A A+ A++

Letsile Tebogo jest botswańskim lekkoatletą, specjalizującym się w biegach sprinterskich. Na olimpiadzie w Paryżu zdobył złoto w biegu na 200 metrów. Z medalem na szyi zameldował się na audiencji ogólnej w Watykanie i poprosił papieża Franciszka, by pobłogosławił jego buty.

„Było to wyjątkowe przeżycie, które będzie mi towarzyszyć w kolejnych latach. Poprosiłem o modlitwę za moją nieżyjącą już mamę, której zawdzięczam wszystko i o pobłogosławienie mych butów” – wyznał 21-letni sprinter po spotkaniu z Ojcem Świętym. 

Olimpijczyk bez butów

Letsile Tebogo zauważył, że ten gest miał dla niego ogromne znaczenie, ponieważ zaczął biegać boso, a swoją pierwszą parę butów założył w 2020 roku, kiedy wygrał mistrzostwa Botswany. Przywołał postać wielkiego etiopskiego maratończyka Abebe Bikili, który podczas Letnich Igrzysk Olimpijskich w Rzymie w 1960 roku zdobył pierwszy w historii medal dla swego kraju w lekkoatletyce. Pomimo iż biegł boso wywalczył złoto. 
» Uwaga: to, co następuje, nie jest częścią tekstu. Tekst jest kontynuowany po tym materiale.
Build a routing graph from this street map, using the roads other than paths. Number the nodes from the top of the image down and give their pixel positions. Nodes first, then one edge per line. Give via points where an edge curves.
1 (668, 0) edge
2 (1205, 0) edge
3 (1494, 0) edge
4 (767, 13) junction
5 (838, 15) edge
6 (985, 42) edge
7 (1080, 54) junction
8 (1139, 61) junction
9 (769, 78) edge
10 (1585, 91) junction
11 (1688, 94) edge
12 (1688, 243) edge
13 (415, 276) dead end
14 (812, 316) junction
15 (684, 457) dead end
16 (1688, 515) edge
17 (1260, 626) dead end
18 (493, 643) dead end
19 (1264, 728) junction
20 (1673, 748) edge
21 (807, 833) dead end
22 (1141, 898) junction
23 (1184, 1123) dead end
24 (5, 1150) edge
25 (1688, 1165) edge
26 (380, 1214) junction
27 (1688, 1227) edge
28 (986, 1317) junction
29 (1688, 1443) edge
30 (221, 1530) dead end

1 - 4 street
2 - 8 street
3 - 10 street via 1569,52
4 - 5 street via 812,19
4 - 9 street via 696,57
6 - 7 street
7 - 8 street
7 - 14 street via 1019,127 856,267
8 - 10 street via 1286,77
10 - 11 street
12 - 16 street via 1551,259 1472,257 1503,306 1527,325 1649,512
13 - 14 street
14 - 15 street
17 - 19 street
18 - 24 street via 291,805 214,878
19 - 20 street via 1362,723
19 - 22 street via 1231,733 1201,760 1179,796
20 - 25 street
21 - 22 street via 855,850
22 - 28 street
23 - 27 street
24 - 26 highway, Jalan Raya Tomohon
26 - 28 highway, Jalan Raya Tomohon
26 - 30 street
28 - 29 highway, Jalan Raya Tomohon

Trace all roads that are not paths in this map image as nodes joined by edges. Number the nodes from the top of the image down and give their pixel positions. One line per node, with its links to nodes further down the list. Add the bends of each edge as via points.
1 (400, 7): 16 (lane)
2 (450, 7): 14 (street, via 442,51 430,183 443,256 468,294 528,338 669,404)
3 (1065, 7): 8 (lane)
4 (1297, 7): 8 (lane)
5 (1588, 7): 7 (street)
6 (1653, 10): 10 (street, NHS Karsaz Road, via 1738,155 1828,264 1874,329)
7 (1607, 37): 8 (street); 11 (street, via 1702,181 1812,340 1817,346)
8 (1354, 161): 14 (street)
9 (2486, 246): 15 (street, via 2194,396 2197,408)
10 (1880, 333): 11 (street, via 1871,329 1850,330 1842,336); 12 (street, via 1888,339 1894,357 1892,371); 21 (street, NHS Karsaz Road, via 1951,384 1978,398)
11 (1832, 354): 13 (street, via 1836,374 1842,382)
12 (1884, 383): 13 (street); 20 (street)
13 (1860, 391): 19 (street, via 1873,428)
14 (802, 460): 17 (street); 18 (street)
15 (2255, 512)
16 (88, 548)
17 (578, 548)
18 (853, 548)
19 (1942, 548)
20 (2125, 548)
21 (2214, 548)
Tebogo wyznał, że powiedział papieżowi, iż bieganie bez butów w Afryce i biednych regionach świata jest normalne.  „Moje pierwsze wyścigi biegałem boso i w spodniach mojego wujka” – wspominał w czasie spotkani z włoskimi dziennikarzami. Przypomniał, że przylgnął do niego przydomek „school-boy”, nadany mu przez kolegów ze sztafety. „To przezwisko, które lubię, w zasadzie pozostałem uczniem. Noszę w sobie pokorę, którą odziedziczyłem po mojej mamie, mojej skale. Niosę ją w każdym oddechu i każdym kroku. I od czasu do czasu wysyłam dla niej całusa do nieba” – powiedział po audiencji u papieża.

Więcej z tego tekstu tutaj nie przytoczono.